> [Activity]:
Report each line of the records below that uses the word "瀬野船越線".

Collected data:
══════════

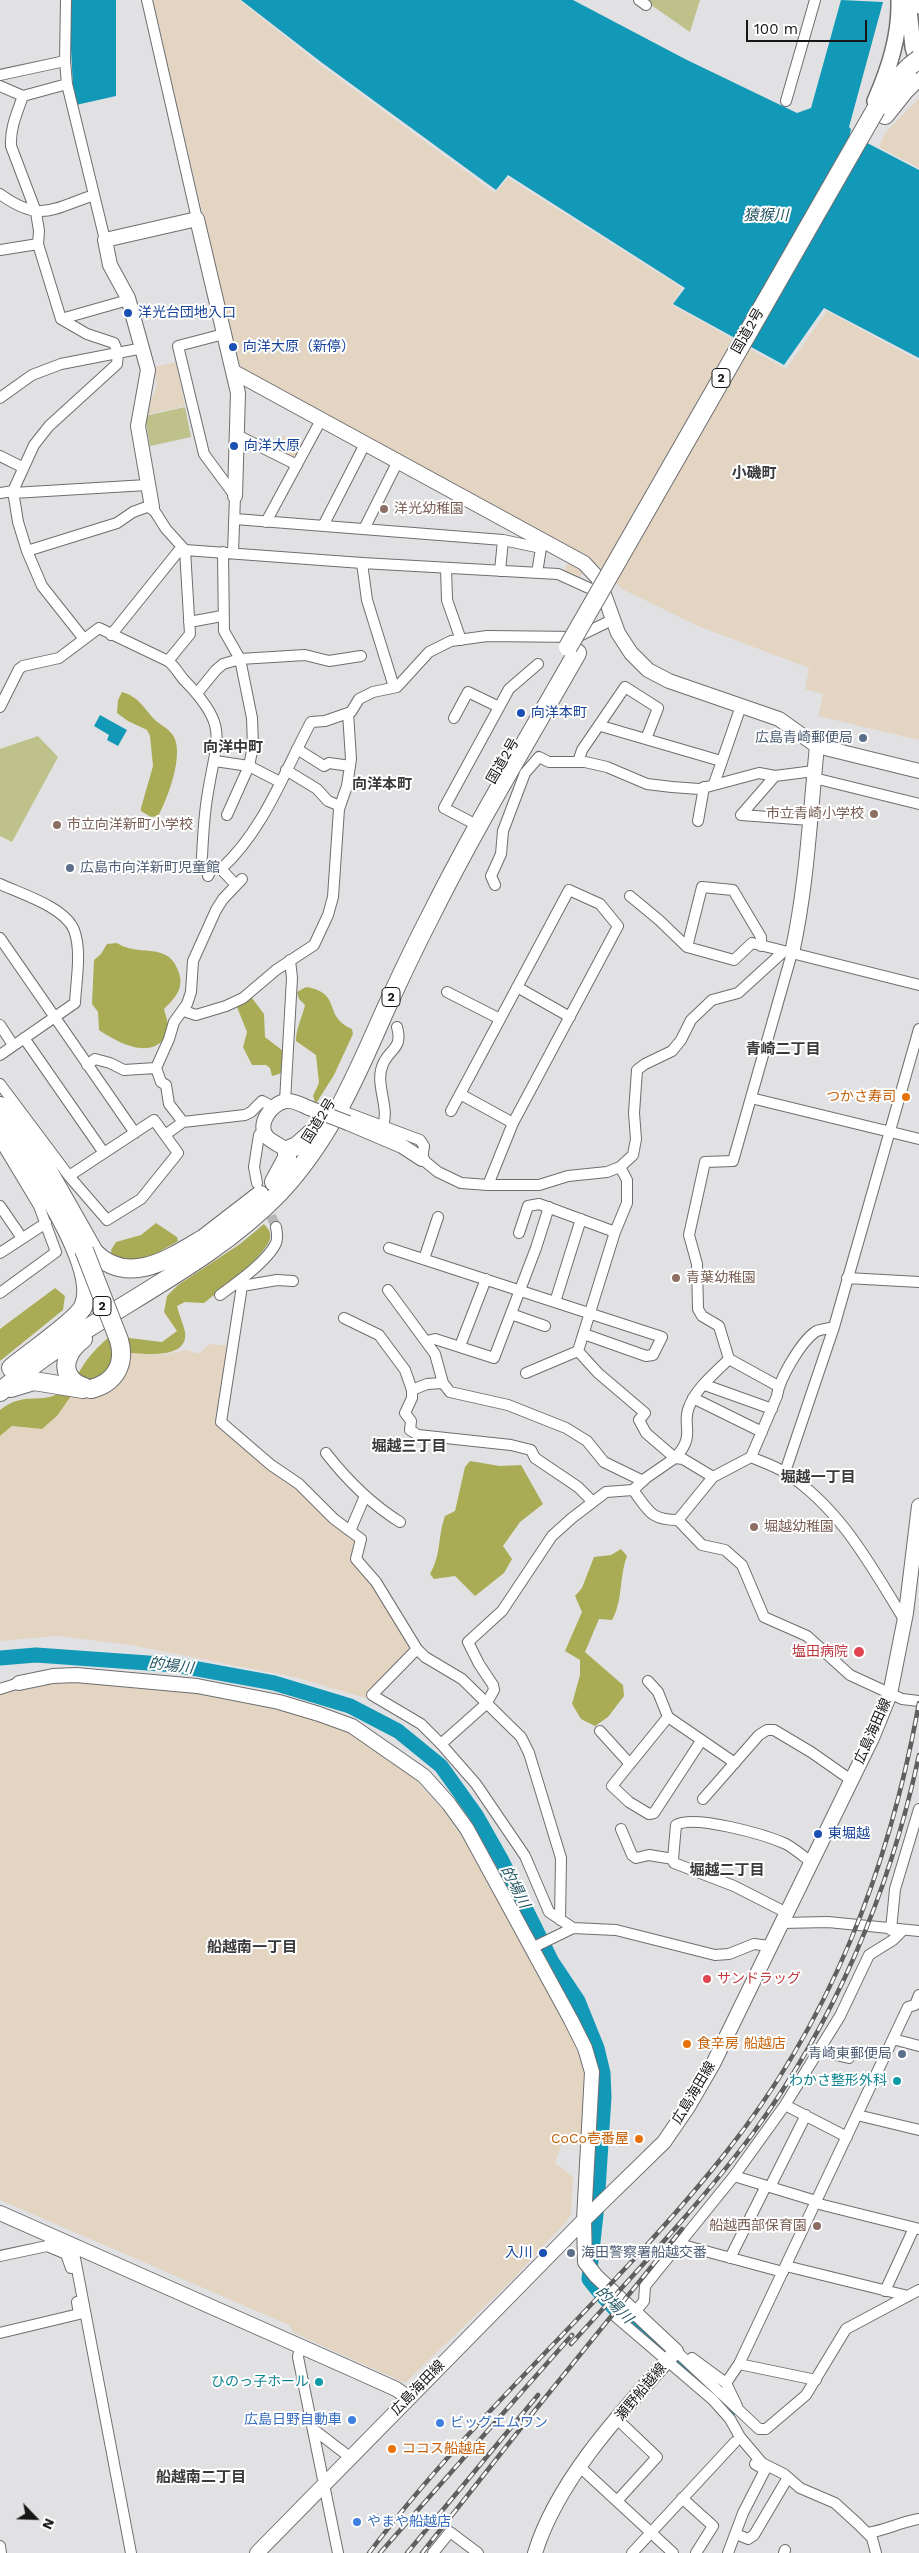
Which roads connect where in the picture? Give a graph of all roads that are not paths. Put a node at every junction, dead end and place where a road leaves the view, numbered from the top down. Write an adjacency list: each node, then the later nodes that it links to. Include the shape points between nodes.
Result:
1 (66, 0): 8 (street)
2 (147, 0): 19 (street)
3 (815, 0): 14 (street)
4 (898, 0): 15 (main road, via 899,21)
5 (908, 0): 9 (main road)
6 (918, 0): 7 (main road)
7 (919, 6)
8 (65, 61): 10 (street); 11 (street)
9 (917, 69): 15 (highway, 国道2号 / 2, via 892,84)
10 (0, 75)
11 (67, 84): 13 (street); 17 (street)
12 (0, 86): 13 (street)
13 (23, 96): 18 (street, via 12,128 11,146)
14 (786, 101)
15 (878, 110): 62 (highway, 国道2号 / 2); 62 (highway, 国道2号 / 2, bridge, via 844,163)
16 (0, 194): 18 (street, via 23,209)
17 (94, 195): 18 (street); 20 (street)
18 (36, 212): 21 (street, via 40,231)
19 (197, 219): 20 (street); 25 (street)
20 (104, 240): 23 (street, via 110,265)
21 (38, 244): 22 (street); 24 (street)
22 (0, 250)
23 (128, 300): 24 (street); 26 (street)
24 (61, 318): 27 (street, via 87,334 114,343)
25 (224, 334): 28 (street); 40 (street, via 178,346 204,454)
26 (143, 348): 27 (street); 37 (street, via 148,370 138,426)
27 (118, 353): 29 (street, via 60,364 32,375); 36 (street, via 118,364 49,426)
28 (234, 372): 30 (street); 31 (street, via 238,393)
29 (0, 398)
30 (321, 420): 32 (street); 35 (street)
31 (237, 435): 35 (street); 40 (street)
32 (366, 444): 34 (street); 44 (street)
33 (0, 456): 36 (street)
34 (398, 462): 45 (street); 47 (street)
35 (297, 465): 43 (street)
36 (22, 466): 38 (street)
37 (147, 484): 38 (street); 41 (street)
38 (13, 492): 39 (street); 49 (street)
39 (0, 493)
40 (236, 496): 42 (street)
41 (152, 506): 48 (street); 49 (street, via 132,512 117,523)
42 (235, 519): 43 (street); 50 (street)
43 (266, 522): 44 (street)
44 (323, 526): 45 (street)
45 (364, 529): 46 (street)
46 (503, 540): 47 (street); 53 (street)
47 (543, 544): 54 (street); 55 (street, via 584,563 598,578)
48 (183, 549): 50 (street); 58 (street); 59 (street)
49 (27, 550): 60 (street, via 50,598)
50 (228, 552): 51 (street); 56 (street)
51 (362, 563): 52 (street); 67 (street, via 368,600)
52 (446, 568): 53 (street); 61 (street, via 447,600)
53 (500, 571): 54 (street)
54 (537, 573): 55 (street, via 558,574)
55 (603, 594): 57 (street)
56 (222, 616): 58 (street); 64 (street, via 224,631)
57 (614, 619): 61 (street, via 576,637 486,636); 70 (street, via 618,633 631,653 648,670 669,681)
58 (189, 622): 65 (street, via 190,634)
59 (111, 634): 60 (street, via 99,628); 65 (street)
60 (84, 640): 69 (street, via 59,658 19,669)
61 (461, 640): 67 (street, via 451,641 429,652)
62 (573, 650): 93 (highway, 国道2号 / 2); 118 (highway, 国道2号 / 2, via 458,862)
63 (361, 656): 64 (street, via 329,661 305,655)
64 (240, 659): 68 (street, via 223,664); 81 (street, via 252,718 253,746)
65 (168, 661): 68 (street)
66 (538, 664): 71 (street, via 509,688)
67 (394, 687): 72 (street, via 359,699)
68 (198, 692): 78 (street, via 216,727)
69 (0, 706)
70 (741, 706): 76 (street, via 778,719); 79 (street)
71 (499, 707): 73 (street, via 468,692); 93 (street, via 444,808)
72 (348, 713): 77 (street, via 311,722); 82 (street)
73 (454, 718)
74 (601, 726): 75 (street); 75 (street, via 625,687 658,708); 80 (street, via 582,750)
75 (646, 739): 79 (street)
76 (817, 746): 84 (street); 85 (street)
77 (297, 749): 82 (street, via 324,766 329,763); 83 (street)
78 (215, 761): 81 (street); 95 (street, via 204,820)
79 (722, 761): 88 (street)
80 (578, 762): 88 (street, via 607,767 648,784 699,789); 99 (street, via 549,762 539,757 526,773 503,831 501,854 491,876)
81 (249, 766): 87 (street); 91 (street)
82 (350, 766): 90 (street)
83 (286, 770): 87 (street); 90 (street)
84 (919, 771)
85 (814, 774): 86 (street); 89 (street); 92 (street)
86 (775, 776): 88 (street, via 759,773); 92 (street, via 742,815)
87 (280, 782): 96 (street, via 254,831)
88 (709, 785): 94 (street)
89 (919, 804)
90 (340, 806): 105 (street, via 328,915 314,945)
91 (228, 815)
92 (810, 820): 104 (street, via 800,918)
93 (468, 821): 134 (highway, 国道2号 / 2, via 404,945 332,1102)
94 (698, 821)
95 (202, 857)
96 (221, 869): 97 (street, via 213,866); 109 (street, via 239,882 216,910 192,961 191,992)
97 (208, 876)
98 (0, 884): 111 (street, via 54,908 74,929 78,946 75,1003)
99 (495, 885)
100 (630, 896): 103 (street)
101 (0, 938): 111 (street)
102 (762, 946): 103 (street, via 752,943 734,960); 103 (street, via 761,937 733,890 702,887); 104 (street)
103 (687, 947)
104 (787, 953): 106 (street); 124 (street); 145 (street, via 738,993 712,1000 691,1020 672,1051 637,1070 636,1139 633,1155)
105 (290, 960): 109 (street, via 242,998 226,1006 196,1014); 125 (street, via 292,978)
106 (919, 985)
107 (517, 987): 110 (street); 110 (street, via 569,890 600,904 618,926); 112 (street)
108 (446, 992): 112 (street)
109 (184, 1011): 121 (street, via 174,1022)
110 (570, 1017): 132 (street)
111 (54, 1018): 116 (street); 120 (street)
112 (500, 1019): 123 (street)
113 (0, 1026): 117 (street)
114 (397, 1027): 133 (street, via 400,1037 397,1047 382,1065 382,1095 386,1106)
115 (919, 1029): 137 (street)
116 (24, 1038): 117 (street); 142 (street)
117 (13, 1045): 119 (street)
118 (368, 1048): 129 (highway); 143 (highway, 国道2号 / 2, via 340,1109)
119 (0, 1055)
120 (87, 1065): 121 (street, via 95,1059 124,1070); 136 (street)
121 (156, 1068): 131 (street, via 160,1082 166,1085 169,1104)
122 (0, 1084): 146 (street)
123 (460, 1094): 127 (street); 132 (street)
124 (751, 1098): 137 (street); 182 (street, via 733,1161 705,1162 689,1234 697,1264 698,1309 702,1316 719,1326)
125 (279, 1104): 129 (street, bridge, via 294,1101); 131 (street, via 262,1101 245,1115); 135 (street, via 265,1119)
126 (0, 1106): 157 (highway, via 47,1169 94,1252 105,1261 123,1268 152,1266)
127 (451, 1111)
128 (0, 1112): 188 (highway, bridge, via 62,1208 84,1250 119,1340 122,1353 119,1367 111,1379)
129 (346, 1117): 133 (street); 143 (highway, via 324,1147); 144 (street)
130 (0, 1119): 184 (highway, via 64,1225 84,1269 88,1292 74,1318)
131 (183, 1122): 138 (street)
132 (513, 1123): 148 (street)
133 (383, 1126): 144 (street, via 420,1140 424,1146)
134 (316, 1128): 141 (highway, via 297,1146); 147 (highway, 国道2号 / 2)
135 (264, 1131): 141 (street, via 268,1138); 147 (street, via 259,1135 254,1167)
136 (134, 1133): 138 (street, via 154,1120); 142 (street)
137 (889, 1133): 139 (street); 162 (street)
138 (165, 1135): 146 (street, via 178,1152 141,1199 107,1220)
139 (919, 1139)
140 (0, 1141): 153 (street, via 26,1181)
141 (287, 1150): 147 (highway, via 287,1158)
142 (104, 1153): 146 (street)
143 (311, 1155): 167 (highway, 国道2号 / 2, via 251,1218)
144 (422, 1159): 148 (street, via 438,1172 462,1183)
145 (620, 1168): 148 (street, via 539,1184); 155 (street, via 627,1180 627,1203)
146 (68, 1176)
147 (265, 1182): 157 (highway, 国道2号 / 2, via 255,1200)
148 (488, 1186)
149 (0, 1206): 158 (street)
150 (549, 1207): 152 (street); 156 (street, via 539,1204 528,1206); 169 (street)
151 (438, 1217): 161 (street)
152 (581, 1219): 155 (street); 172 (street)
153 (46, 1223): 158 (street); 170 (street, via 56,1252)
154 (276, 1227): 166 (street, via 276,1243)
155 (615, 1232): 174 (street)
156 (519, 1233)
157 (206, 1237): 184 (highway, 国道2号 / 2)
158 (22, 1238): 160 (street)
159 (389, 1248): 161 (street)
160 (0, 1253)
161 (424, 1259): 163 (street)
162 (847, 1278): 165 (street); 177 (street)
163 (486, 1279): 169 (street); 180 (street)
164 (294, 1281): 166 (street)
165 (919, 1282)
166 (241, 1284): 171 (street); 207 (street, via 221,1422 271,1465 299,1484)
167 (148, 1290): 188 (highway, via 79,1342 69,1355 68,1375 75,1384); 190 (highway, 国道2号 / 2, via 35,1364)
168 (388, 1290): 179 (street)
169 (520, 1291): 172 (street); 173 (street)
170 (0, 1293)
171 (220, 1295)
172 (555, 1302): 174 (street)
173 (511, 1314): 176 (street); 180 (street, via 494,1358)
174 (588, 1315): 178 (street); 178 (street, via 662,1338 654,1355 646,1356)
175 (344, 1318): 189 (street, via 379,1335 405,1370)
176 (545, 1326)
177 (834, 1327): 187 (street, via 815,1332 798,1352); 198 (street)
178 (584, 1334): 181 (street)
179 (427, 1341): 180 (street, via 435,1339); 185 (street, via 435,1354)
180 (460, 1346)
181 (578, 1351): 183 (street); 197 (street, via 598,1373 645,1413 639,1420 646,1433)
182 (729, 1358): 186 (street); 187 (street)
183 (526, 1373)
184 (0, 1377)
185 (443, 1383): 189 (street, via 427,1384); 200 (street, via 450,1392 508,1405 566,1428 587,1441 604,1462)
186 (705, 1385): 192 (street); 193 (street)
187 (778, 1386): 193 (street)
188 (91, 1388): 191 (highway, via 76,1389 43,1381 24,1382)
189 (412, 1390): 203 (street, via 405,1413 411,1421 410,1430 418,1435 531,1450 535,1458 578,1487)
190 (0, 1392)
191 (0, 1396)
192 (693, 1398): 194 (street); 197 (street, via 688,1409 689,1436)
193 (772, 1409): 194 (street)
194 (762, 1432): 196 (street)
195 (326, 1454): 202 (street)
196 (751, 1457): 198 (street); 199 (street)
197 (675, 1458): 199 (street, via 683,1459); 200 (street)
198 (785, 1472): 208 (street, via 828,1507 847,1528)
199 (713, 1477): 205 (street)
200 (643, 1481): 201 (street)
201 (634, 1490): 203 (street, via 606,1492); 205 (street, via 660,1520)
202 (365, 1496): 206 (street); 207 (street)
203 (593, 1502): 215 (street, via 552,1536 502,1610 468,1642 493,1685 494,1690)
204 (919, 1506): 208 (street, 広島海田線)
205 (678, 1520): 213 (street, via 702,1545 725,1550 742,1565 764,1617 798,1630 850,1675)
206 (400, 1522)
207 (350, 1531): 209 (street, via 361,1539 356,1559 389,1602)
208 (905, 1621): 213 (street, 広島海田線)
209 (417, 1649): 215 (street, via 462,1679); 219 (street, via 372,1695 421,1724)
210 (648, 1681): 216 (street, via 658,1692)
211 (19, 1683): 212 (street); 235 (street, 瀬野船越線, via 76,1675 198,1686 279,1702 352,1726 424,1776 449,1804 467,1829)
212 (0, 1689)
213 (890, 1694): 214 (street); 222 (street, 広島海田線)
214 (919, 1701)
215 (486, 1704): 219 (street); 229 (street, via 513,1727 529,1754 561,1858)
216 (668, 1717): 218 (street); 221 (street)
217 (600, 1732): 221 (street)
218 (701, 1741): 220 (street); 221 (street, via 654,1813 648,1814 629,1802 612,1786)
219 (441, 1744): 229 (street, via 476,1784 525,1856 549,1912)
220 (735, 1763): 222 (street, via 759,1735 774,1730); 223 (street)
221 (630, 1764)
222 (851, 1780): 227 (street, 広島海田線)
223 (704, 1799)
224 (919, 1809): 231 (street, via 895,1889)
225 (621, 1828): 226 (street, via 636,1858 649,1855)
226 (673, 1859): 227 (street, via 676,1825 703,1822 785,1844); 228 (street, via 674,1863 743,1890)
227 (811, 1862): 228 (street, 広島海田線)
228 (784, 1918): 231 (street); 234 (street, 広島海田線)
229 (560, 1920): 230 (street)
230 (573, 1928): 234 (street, via 616,1930 715,1955 729,1954 754,1944); 235 (street)
231 (891, 1930): 232 (street)
232 (902, 1931): 233 (street); 239 (street, via 869,1954 840,2016)
233 (919, 1932)
234 (770, 1946): 250 (street, 広島海田線, via 688,2107 664,2142)
235 (532, 1948): 250 (street, 瀬野船越線, via 582,2041 592,2072)
236 (919, 1995): 237 (street, via 914,2005 908,2008)
237 (893, 2039): 238 (street); 243 (street)
238 (919, 2046)
239 (819, 2051): 240 (street); 241 (street)
240 (849, 2058)
241 (786, 2105): 242 (street); 246 (street)
242 (806, 2115): 245 (street); 247 (street)
243 (857, 2115): 244 (street); 245 (street)
244 (919, 2130)
245 (847, 2137): 248 (street)
246 (734, 2176): 247 (street); 252 (street)
247 (768, 2186): 248 (street); 255 (street)
248 (816, 2202): 251 (street); 256 (street)
249 (0, 2213): 253 (street)
250 (587, 2216): 260 (street, 瀬野船越線, via 583,2256 592,2272); 268 (street, 広島海田線)
251 (917, 2229): 258 (street)
252 (679, 2244): 255 (street); 260 (street, via 645,2286 644,2302)
253 (72, 2251): 254 (street, via 47,2246); 262 (street, via 69,2259 79,2314); 263 (street); 286 (street)
254 (0, 2256)
255 (730, 2258): 256 (street)
256 (784, 2269): 258 (street); 265 (street)
257 (919, 2290): 259 (street)
258 (885, 2291): 259 (street)
259 (908, 2296): 266 (street, via 846,2329)
260 (635, 2312): 264 (street, 瀬野船越線)
261 (616, 2317): 264 (street)
262 (0, 2333)
263 (300, 2345): 268 (street, via 396,2389); 272 (street, via 298,2357)
264 (671, 2356): 267 (street, via 685,2353); 269 (street); 270 (street, 瀬野船越線); 271 (street)
265 (739, 2364): 266 (street); 267 (street)
266 (816, 2380): 269 (street, via 806,2395 766,2430 759,2429 742,2411)
267 (726, 2383): 269 (street)
268 (408, 2398): 274 (street, 広島海田線)
269 (737, 2410): 271 (street)
270 (617, 2419): 275 (street, 瀬野船越線); 279 (street, via 657,2457)
271 (730, 2419): 273 (street); 276 (street, via 762,2463 784,2474)
272 (313, 2429): 274 (street); 277 (street)
273 (735, 2442): 278 (street); 283 (street, via 764,2470)
274 (351, 2458): 277 (street, 広島海田線)
275 (580, 2467): 279 (street); 291 (street, 瀬野船越線)
276 (787, 2479): 282 (street, via 835,2503); 283 (street, via 754,2535 748,2539)
277 (324, 2485): 287 (street, 広島海田線); 288 (street)
278 (682, 2498): 281 (street); 294 (street, via 713,2526)
279 (616, 2501): 281 (street)
280 (919, 2519): 282 (street)
281 (650, 2533): 292 (street); 293 (street)
282 (868, 2533): 296 (street)
283 (736, 2534): 295 (street)
284 (0, 2546): 285 (street)
285 (1, 2553)
286 (131, 2553)
287 (257, 2553)
288 (338, 2553)
289 (433, 2553): 290 (street, via 450,2532)
290 (478, 2553)
291 (535, 2553)
292 (632, 2553)
293 (673, 2553)
294 (696, 2553)
295 (728, 2553)
296 (876, 2553)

══════════

> [Task response]:
211 (19, 1683): 212 (street); 235 (street, 瀬野船越線, via 76,1675 198,1686 279,1702 352,1726 424,1776 449,1804 467,1829)
235 (532, 1948): 250 (street, 瀬野船越線, via 582,2041 592,2072)
250 (587, 2216): 260 (street, 瀬野船越線, via 583,2256 592,2272); 268 (street, 広島海田線)
260 (635, 2312): 264 (street, 瀬野船越線)
264 (671, 2356): 267 (street, via 685,2353); 269 (street); 270 (street, 瀬野船越線); 271 (street)
270 (617, 2419): 275 (street, 瀬野船越線); 279 (street, via 657,2457)
275 (580, 2467): 279 (street); 291 (street, 瀬野船越線)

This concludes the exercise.